▶ _Problem_:
Make an exact copy of the entries, and keep any pictures out of it.
==*==
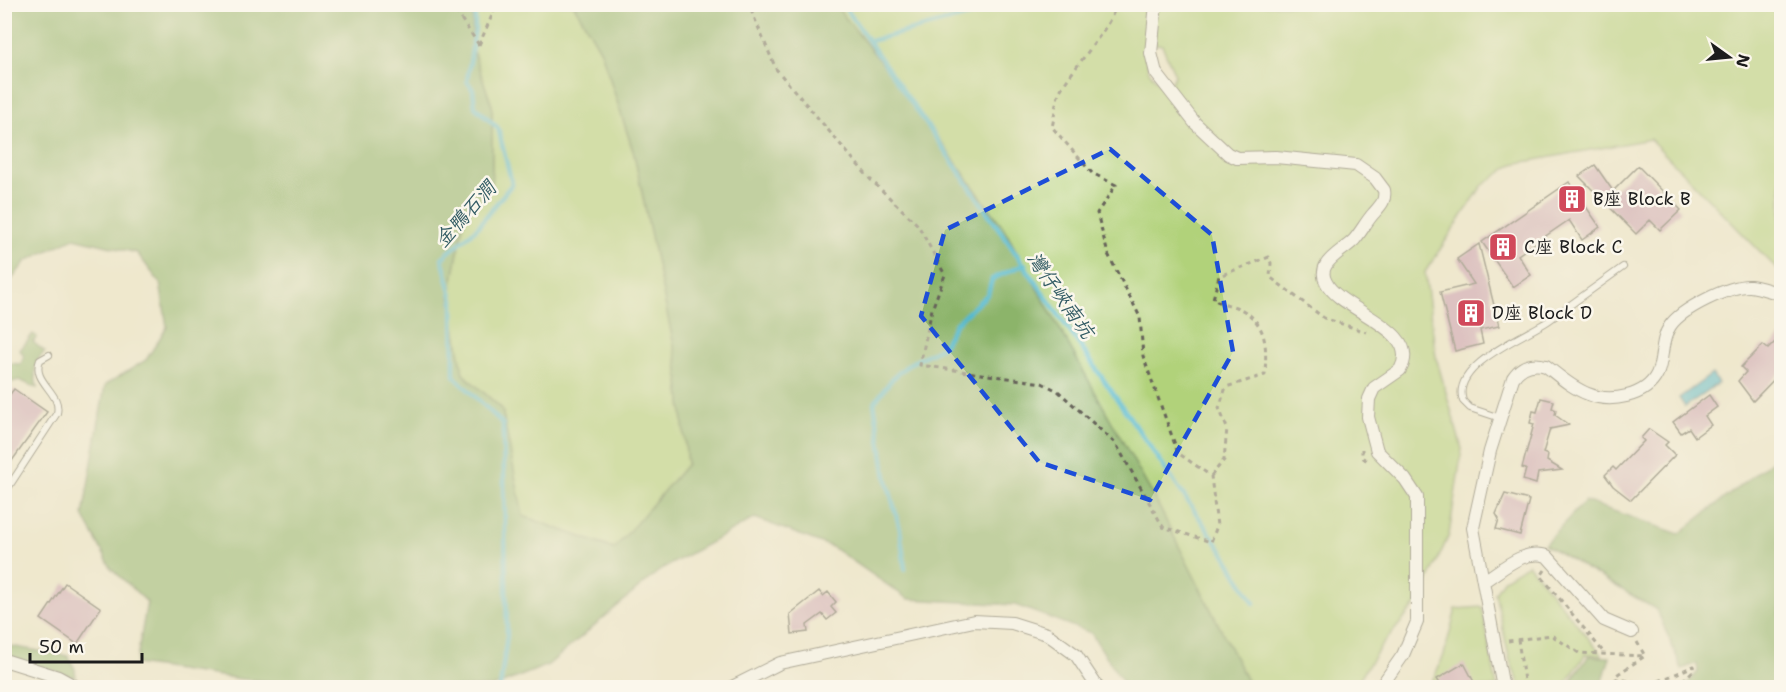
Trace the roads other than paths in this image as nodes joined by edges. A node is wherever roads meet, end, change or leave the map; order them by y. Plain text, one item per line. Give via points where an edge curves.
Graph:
1 (1156, 4) edge
2 (1623, 267) dead end
3 (1782, 294) edge
4 (49, 355) dead end
5 (1500, 418) junction
6 (4, 494) edge
7 (1484, 581) junction
8 (1632, 632) road end
9 (4, 660) edge
10 (78, 687) edge
11 (730, 687) edge
12 (1098, 687) edge
13 (1380, 687) edge
14 (1503, 687) edge

1 - 13 street via 1150,53 1156,73 1195,123 1228,154 1237,158 1276,157 1356,165 1384,190 1382,205 1352,242 1328,262 1323,275 1338,297 1391,332 1405,356 1400,370 1376,385 1368,403 1375,447 1409,484 1419,505 1417,622 1403,655
2 - 5 lane via 1544,323 1496,349 1477,366 1462,387 1463,401 1470,408
3 - 5 street via 1750,286 1736,288 1681,315 1670,325 1664,339 1656,376 1642,391 1632,394 1606,398 1589,395 1546,366 1523,367 1513,378
4 - 6 lane via 40,360 38,375 57,401 57,413
5 - 7 street via 1473,528
7 - 8 street via 1521,558 1547,556 1604,621
7 - 14 street
9 - 10 street
11 - 12 street via 780,663 983,621 1031,627 1055,639 1076,655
==*==
▶ _Result of the task_:
Trace the roads other than paths in this image as nodes joined by edges. A node is wherever roads meet, end, change or leave the map; order them by y. Plain text, one item per line. Give via points where an edge curves.
Graph:
1 (1156, 4) edge
2 (1623, 267) dead end
3 (1782, 294) edge
4 (49, 355) dead end
5 (1500, 418) junction
6 (4, 494) edge
7 (1484, 581) junction
8 (1632, 632) road end
9 (4, 660) edge
10 (78, 687) edge
11 (730, 687) edge
12 (1098, 687) edge
13 (1380, 687) edge
14 (1503, 687) edge

1 - 13 street via 1150,53 1156,73 1195,123 1228,154 1237,158 1276,157 1356,165 1384,190 1382,205 1352,242 1328,262 1323,275 1338,297 1391,332 1405,356 1400,370 1376,385 1368,403 1375,447 1409,484 1419,505 1417,622 1403,655
2 - 5 lane via 1544,323 1496,349 1477,366 1462,387 1463,401 1470,408
3 - 5 street via 1750,286 1736,288 1681,315 1670,325 1664,339 1656,376 1642,391 1632,394 1606,398 1589,395 1546,366 1523,367 1513,378
4 - 6 lane via 40,360 38,375 57,401 57,413
5 - 7 street via 1473,528
7 - 8 street via 1521,558 1547,556 1604,621
7 - 14 street
9 - 10 street
11 - 12 street via 780,663 983,621 1031,627 1055,639 1076,655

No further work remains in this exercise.